Required work: Print all of the data exactly, with no line missing.

── Data for this task ──

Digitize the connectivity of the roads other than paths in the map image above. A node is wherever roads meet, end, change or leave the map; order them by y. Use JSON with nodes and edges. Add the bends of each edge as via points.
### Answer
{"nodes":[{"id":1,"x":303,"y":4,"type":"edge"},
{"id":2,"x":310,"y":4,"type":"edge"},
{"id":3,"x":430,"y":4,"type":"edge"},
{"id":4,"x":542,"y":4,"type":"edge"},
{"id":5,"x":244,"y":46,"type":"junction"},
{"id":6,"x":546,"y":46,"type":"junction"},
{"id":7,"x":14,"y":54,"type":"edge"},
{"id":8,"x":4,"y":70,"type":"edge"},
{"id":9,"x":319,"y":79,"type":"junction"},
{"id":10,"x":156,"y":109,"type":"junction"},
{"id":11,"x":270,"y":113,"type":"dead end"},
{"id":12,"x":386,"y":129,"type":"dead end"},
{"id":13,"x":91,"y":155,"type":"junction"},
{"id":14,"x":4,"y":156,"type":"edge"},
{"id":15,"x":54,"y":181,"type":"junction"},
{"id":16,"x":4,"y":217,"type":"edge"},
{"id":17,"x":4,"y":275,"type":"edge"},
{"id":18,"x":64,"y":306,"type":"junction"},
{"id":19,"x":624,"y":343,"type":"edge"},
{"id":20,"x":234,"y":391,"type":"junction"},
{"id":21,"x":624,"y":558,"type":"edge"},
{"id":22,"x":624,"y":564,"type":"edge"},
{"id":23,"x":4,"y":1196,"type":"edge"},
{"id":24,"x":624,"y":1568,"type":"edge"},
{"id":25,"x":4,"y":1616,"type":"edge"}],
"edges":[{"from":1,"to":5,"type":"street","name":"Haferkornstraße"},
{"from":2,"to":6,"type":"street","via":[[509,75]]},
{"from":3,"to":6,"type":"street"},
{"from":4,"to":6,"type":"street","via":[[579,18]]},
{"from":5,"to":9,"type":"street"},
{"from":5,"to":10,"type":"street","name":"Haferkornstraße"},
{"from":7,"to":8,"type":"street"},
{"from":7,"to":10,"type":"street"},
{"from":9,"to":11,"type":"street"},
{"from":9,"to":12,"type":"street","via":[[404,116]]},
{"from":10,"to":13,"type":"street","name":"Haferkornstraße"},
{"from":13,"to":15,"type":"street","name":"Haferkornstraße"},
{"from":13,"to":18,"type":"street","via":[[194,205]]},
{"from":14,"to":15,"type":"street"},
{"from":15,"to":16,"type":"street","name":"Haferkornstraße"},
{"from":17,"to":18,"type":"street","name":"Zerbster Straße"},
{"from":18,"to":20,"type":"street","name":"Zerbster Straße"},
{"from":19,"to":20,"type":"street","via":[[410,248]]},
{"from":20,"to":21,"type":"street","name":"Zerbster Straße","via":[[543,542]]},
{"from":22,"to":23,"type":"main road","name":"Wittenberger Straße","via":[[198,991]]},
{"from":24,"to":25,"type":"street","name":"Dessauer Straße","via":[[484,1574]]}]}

───

Answer to this problem:
Digitize the connectivity of the roads other than paths in the map image above. A node is wherever roads meet, end, change or leave the map; order them by y. Use JSON with nodes and edges. Add the bends of each edge as via points.
### Answer
{"nodes":[{"id":1,"x":303,"y":4,"type":"edge"},
{"id":2,"x":310,"y":4,"type":"edge"},
{"id":3,"x":430,"y":4,"type":"edge"},
{"id":4,"x":542,"y":4,"type":"edge"},
{"id":5,"x":244,"y":46,"type":"junction"},
{"id":6,"x":546,"y":46,"type":"junction"},
{"id":7,"x":14,"y":54,"type":"edge"},
{"id":8,"x":4,"y":70,"type":"edge"},
{"id":9,"x":319,"y":79,"type":"junction"},
{"id":10,"x":156,"y":109,"type":"junction"},
{"id":11,"x":270,"y":113,"type":"dead end"},
{"id":12,"x":386,"y":129,"type":"dead end"},
{"id":13,"x":91,"y":155,"type":"junction"},
{"id":14,"x":4,"y":156,"type":"edge"},
{"id":15,"x":54,"y":181,"type":"junction"},
{"id":16,"x":4,"y":217,"type":"edge"},
{"id":17,"x":4,"y":275,"type":"edge"},
{"id":18,"x":64,"y":306,"type":"junction"},
{"id":19,"x":624,"y":343,"type":"edge"},
{"id":20,"x":234,"y":391,"type":"junction"},
{"id":21,"x":624,"y":558,"type":"edge"},
{"id":22,"x":624,"y":564,"type":"edge"},
{"id":23,"x":4,"y":1196,"type":"edge"},
{"id":24,"x":624,"y":1568,"type":"edge"},
{"id":25,"x":4,"y":1616,"type":"edge"}],
"edges":[{"from":1,"to":5,"type":"street","name":"Haferkornstraße"},
{"from":2,"to":6,"type":"street","via":[[509,75]]},
{"from":3,"to":6,"type":"street"},
{"from":4,"to":6,"type":"street","via":[[579,18]]},
{"from":5,"to":9,"type":"street"},
{"from":5,"to":10,"type":"street","name":"Haferkornstraße"},
{"from":7,"to":8,"type":"street"},
{"from":7,"to":10,"type":"street"},
{"from":9,"to":11,"type":"street"},
{"from":9,"to":12,"type":"street","via":[[404,116]]},
{"from":10,"to":13,"type":"street","name":"Haferkornstraße"},
{"from":13,"to":15,"type":"street","name":"Haferkornstraße"},
{"from":13,"to":18,"type":"street","via":[[194,205]]},
{"from":14,"to":15,"type":"street"},
{"from":15,"to":16,"type":"street","name":"Haferkornstraße"},
{"from":17,"to":18,"type":"street","name":"Zerbster Straße"},
{"from":18,"to":20,"type":"street","name":"Zerbster Straße"},
{"from":19,"to":20,"type":"street","via":[[410,248]]},
{"from":20,"to":21,"type":"street","name":"Zerbster Straße","via":[[543,542]]},
{"from":22,"to":23,"type":"main road","name":"Wittenberger Straße","via":[[198,991]]},
{"from":24,"to":25,"type":"street","name":"Dessauer Straße","via":[[484,1574]]}]}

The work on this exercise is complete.